Impact of 68Ga-FAPI PET/CT Imaging on the Therapeutic Management of Primary and Recurrent Pancreatic Ductal Adenocarcinomas

Abstract

Pancreatic ductal carcinoma (PDAC) is a highly lethal cancer, and early detection and accurate staging are critical to prolonging survival. PDAC typically has a prominent stroma including cancer-associated fibroblasts that express fibroblast activation protein (FAP). FAP is a new target molecule for PET imaging of various tumors. In this retrospective study, we describe the clinical impact of PET/CT imaging using 68Ga-labeled FAP-inhibitors (68Ga-FAPI PET/CT) in 19 patients with PDAC (7 primary, 12 progressive/recurrent). Methods: All patients underwent contrast-enhanced CT (ceCT) for TNM staging before 68Ga-FAPI PET/CT imaging. PET scans were acquired 60 min after administration of 150-250 MBq of 68Ga-labeled FAP-specific tracers. To characterize 68Ga-FAPI uptake over time, additional scans after 10 or 180 min were acquired in 6 patients. SUVmax and SUVmean values of PDAC manifestations and healthy organs were analyzed. The tumor burden according to 68Ga-FAPI PET/CT was compared with TNM staging based on ceCT and changes in oncologic management were recorded. Results: Compared with ceCT, 68Ga-FAPI PET/CT results led to changes in TNM staging in 10 of 19 patients. Eight of 12 patients with recurrent/progressive disease were upstaged, 1 was downstaged, and 3 had no change. In newly diagnosed PDAC, 1 of 7 patients was upstaged, and the staging of 6 patients did not change. Changes in oncologic management occurred in 7 patients. Markedly elevated uptake of 68Ga-FAPI in PDAC manifestations after 1 h was seen in most cases.

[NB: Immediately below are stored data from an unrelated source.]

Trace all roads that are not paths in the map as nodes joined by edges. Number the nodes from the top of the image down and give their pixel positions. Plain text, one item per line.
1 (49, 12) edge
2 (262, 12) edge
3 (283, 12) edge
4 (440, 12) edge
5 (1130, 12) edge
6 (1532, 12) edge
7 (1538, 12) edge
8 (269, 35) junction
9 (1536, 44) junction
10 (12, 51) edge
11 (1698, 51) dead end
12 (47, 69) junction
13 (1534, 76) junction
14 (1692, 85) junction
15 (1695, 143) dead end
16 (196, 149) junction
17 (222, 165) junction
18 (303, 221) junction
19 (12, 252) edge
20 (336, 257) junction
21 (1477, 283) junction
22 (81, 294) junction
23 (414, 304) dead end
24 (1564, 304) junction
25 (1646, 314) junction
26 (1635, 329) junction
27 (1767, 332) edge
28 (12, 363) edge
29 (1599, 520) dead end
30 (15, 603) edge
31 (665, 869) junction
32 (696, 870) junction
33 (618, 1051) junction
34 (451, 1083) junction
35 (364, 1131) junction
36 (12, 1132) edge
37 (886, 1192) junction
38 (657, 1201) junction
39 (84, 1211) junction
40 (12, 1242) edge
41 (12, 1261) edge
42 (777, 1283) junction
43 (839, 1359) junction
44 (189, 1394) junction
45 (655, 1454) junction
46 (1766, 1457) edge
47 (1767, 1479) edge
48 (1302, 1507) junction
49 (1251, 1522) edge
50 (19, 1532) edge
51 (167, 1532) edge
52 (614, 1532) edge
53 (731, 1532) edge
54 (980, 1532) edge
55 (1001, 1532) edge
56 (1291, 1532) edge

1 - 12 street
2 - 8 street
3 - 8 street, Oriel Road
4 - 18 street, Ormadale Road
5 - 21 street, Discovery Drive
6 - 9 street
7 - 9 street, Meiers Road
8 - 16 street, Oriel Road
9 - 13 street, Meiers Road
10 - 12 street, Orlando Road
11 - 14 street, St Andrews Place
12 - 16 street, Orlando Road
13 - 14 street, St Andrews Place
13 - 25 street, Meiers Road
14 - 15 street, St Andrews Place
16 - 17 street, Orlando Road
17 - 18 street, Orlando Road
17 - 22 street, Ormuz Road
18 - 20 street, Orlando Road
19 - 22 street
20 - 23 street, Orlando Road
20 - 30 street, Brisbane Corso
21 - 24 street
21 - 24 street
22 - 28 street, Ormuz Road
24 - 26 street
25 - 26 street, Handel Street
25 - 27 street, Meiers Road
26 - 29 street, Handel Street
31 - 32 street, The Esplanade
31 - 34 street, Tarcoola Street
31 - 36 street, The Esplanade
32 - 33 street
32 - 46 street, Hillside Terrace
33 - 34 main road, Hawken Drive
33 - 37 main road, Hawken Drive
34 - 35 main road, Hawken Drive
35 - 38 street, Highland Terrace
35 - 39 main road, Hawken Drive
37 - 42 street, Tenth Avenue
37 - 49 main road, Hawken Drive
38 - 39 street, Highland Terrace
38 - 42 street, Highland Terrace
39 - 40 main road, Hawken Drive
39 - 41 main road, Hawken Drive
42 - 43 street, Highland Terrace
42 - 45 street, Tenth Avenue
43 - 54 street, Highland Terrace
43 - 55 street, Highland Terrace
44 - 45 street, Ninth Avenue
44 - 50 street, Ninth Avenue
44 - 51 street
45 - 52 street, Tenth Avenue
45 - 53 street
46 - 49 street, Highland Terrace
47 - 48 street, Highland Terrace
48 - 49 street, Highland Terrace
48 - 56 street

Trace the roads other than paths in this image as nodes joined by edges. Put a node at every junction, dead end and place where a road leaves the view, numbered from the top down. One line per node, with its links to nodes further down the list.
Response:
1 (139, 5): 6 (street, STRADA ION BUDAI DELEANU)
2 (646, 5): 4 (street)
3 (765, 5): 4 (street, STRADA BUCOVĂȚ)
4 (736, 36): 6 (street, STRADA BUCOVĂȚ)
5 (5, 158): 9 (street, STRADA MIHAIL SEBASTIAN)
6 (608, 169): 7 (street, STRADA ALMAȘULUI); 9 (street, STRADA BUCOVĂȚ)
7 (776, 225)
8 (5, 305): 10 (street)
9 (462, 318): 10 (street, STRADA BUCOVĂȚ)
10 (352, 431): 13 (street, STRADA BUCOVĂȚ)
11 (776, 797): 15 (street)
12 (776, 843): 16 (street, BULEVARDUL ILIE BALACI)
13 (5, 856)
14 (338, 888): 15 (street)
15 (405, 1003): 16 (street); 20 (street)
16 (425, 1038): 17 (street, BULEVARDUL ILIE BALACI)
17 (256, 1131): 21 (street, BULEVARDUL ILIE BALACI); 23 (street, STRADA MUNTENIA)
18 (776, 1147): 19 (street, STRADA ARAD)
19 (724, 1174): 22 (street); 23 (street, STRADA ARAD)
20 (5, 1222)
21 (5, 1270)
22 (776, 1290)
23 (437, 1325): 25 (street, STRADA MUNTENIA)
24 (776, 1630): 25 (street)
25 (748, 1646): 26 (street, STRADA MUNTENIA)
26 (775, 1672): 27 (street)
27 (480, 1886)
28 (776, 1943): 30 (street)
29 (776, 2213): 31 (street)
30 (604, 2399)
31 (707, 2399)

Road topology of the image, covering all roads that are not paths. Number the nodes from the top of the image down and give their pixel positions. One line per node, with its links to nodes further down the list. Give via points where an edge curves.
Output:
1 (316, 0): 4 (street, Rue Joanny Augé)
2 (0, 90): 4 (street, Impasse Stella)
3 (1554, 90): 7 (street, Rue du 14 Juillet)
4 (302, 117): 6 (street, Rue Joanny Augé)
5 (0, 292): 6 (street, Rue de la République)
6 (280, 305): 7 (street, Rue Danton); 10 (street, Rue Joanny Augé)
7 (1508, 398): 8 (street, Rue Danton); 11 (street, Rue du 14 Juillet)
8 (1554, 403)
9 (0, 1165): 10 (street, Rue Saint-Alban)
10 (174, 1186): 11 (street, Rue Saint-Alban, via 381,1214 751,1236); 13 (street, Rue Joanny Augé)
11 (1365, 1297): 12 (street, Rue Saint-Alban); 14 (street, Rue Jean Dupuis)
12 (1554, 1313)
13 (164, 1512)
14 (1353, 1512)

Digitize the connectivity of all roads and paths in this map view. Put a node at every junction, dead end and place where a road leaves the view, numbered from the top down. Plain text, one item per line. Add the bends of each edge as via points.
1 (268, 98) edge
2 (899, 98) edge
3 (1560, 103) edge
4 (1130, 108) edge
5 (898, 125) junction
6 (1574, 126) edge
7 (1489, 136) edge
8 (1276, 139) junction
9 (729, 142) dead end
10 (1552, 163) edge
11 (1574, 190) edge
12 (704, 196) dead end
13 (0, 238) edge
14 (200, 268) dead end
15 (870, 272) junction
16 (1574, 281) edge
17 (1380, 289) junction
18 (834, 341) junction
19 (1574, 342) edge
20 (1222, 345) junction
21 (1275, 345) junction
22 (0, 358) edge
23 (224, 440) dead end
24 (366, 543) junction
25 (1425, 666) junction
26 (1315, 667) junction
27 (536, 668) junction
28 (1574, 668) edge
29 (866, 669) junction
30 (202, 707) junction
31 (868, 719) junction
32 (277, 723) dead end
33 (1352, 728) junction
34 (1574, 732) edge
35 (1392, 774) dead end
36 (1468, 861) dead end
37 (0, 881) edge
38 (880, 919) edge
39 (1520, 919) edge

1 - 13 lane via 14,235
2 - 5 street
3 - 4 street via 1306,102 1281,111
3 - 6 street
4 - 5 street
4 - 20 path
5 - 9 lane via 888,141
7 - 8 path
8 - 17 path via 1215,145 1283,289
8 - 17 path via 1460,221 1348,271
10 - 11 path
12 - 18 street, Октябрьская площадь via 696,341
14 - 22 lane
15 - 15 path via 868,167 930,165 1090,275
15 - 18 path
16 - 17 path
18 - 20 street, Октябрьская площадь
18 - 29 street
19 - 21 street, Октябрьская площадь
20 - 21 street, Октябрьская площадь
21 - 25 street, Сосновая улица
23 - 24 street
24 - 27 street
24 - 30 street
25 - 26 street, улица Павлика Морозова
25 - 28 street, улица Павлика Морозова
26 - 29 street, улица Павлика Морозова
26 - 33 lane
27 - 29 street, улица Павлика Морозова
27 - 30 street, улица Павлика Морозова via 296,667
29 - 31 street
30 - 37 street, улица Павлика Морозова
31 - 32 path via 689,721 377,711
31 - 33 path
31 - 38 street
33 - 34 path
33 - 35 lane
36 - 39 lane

Differentiation from pancreatitis based on static imaging 1 h after injection was challenging. With respect to imaging after multiple time points, PDAC and pancreatitis showed a trend for differential uptake kinetics. Conclusion:68Ga-FAPI PET/CT led to restaging in half of the patients with PDAC and most patients with recurrent disease compared with standard of care imaging. The clinical value of 68Ga-FAPI PET/CT should be further investigated.

Keywords: FAP; PDAC; PET; TNM; fibroblast activation protein; pancreatic ductal adenocarcinoma; staging.

© 2021 by the Society of Nuclear Medicine and Molecular Imaging.

Figures

Graphical abstract

FIGURE 1.

Biodistribution analysis (SUVmax and SUVmean) of 19 patients with PDAC based on PET/CT imaging 1 h after injection of 68Ga-labeled FAPI tracer molecules (FAPI-4 in 16 patients and FAPI-46 in 3 patients).

FIGURE 2.

Primary staging of a patient with PDAC. (A) Axial images of PDAC and liver in arterial (upper image) and venous (lower image) ceCT scan. (B) Mean intensity projection (MIP) images of 18F-FDG and FAPI PET/CT imaging. (C) Axial 18F-FDG and FAPI PET/CT images of same patient on level (blue line in A) of pancreatic tumor mass and another suspicious FAPI accumulation in projection on perihepatic lymph node. Metastatic situation, which had been revealed by FAPI PET/CT, was confirmed by biopsy of pulmonary lesion that was diagnosed as metastasis of known PDAC.

FIGURE 3.

Staging of patient with local recurrence of PDAC. (A) Mean intensity projection (MIP) image of FAPI PET/CT imaging. (B) Axial ceCT and FAPI PET/CT images of same patient on level of local recurrence (red line in A), 2 metastasis-suspicious intrahepatic foci (yellow line in A), and 3 suspicious osseous tracer accumulations (blue line in A). In contrast to CT imaging, FAPI PET/CT allows discrimination of metastatic lymph node from local recurrence mass (red arrow). FAPI PET/CT also revealed possible new liver (yellow arrows) and bone (blue arrows) metastases.

FIGURE 4.

(A and B) Average SUVmax and SUVmean 1 h after injection of 68Ga-labeled FAPI tracers in 8 PDAC and in accompanying pancreatitis in rest of pancreas. (C) Exemplary images of tumor-related (red arrow) and pancreatitis-related (yellow arrow) 68Ga-FAPI uptake 10, 60, and 180 min after application. (D) 68Ga-FAPI uptake 10, 60, and 180 min after application (SUVmax and SUVmean values) in PDAC lesions of 6 patients.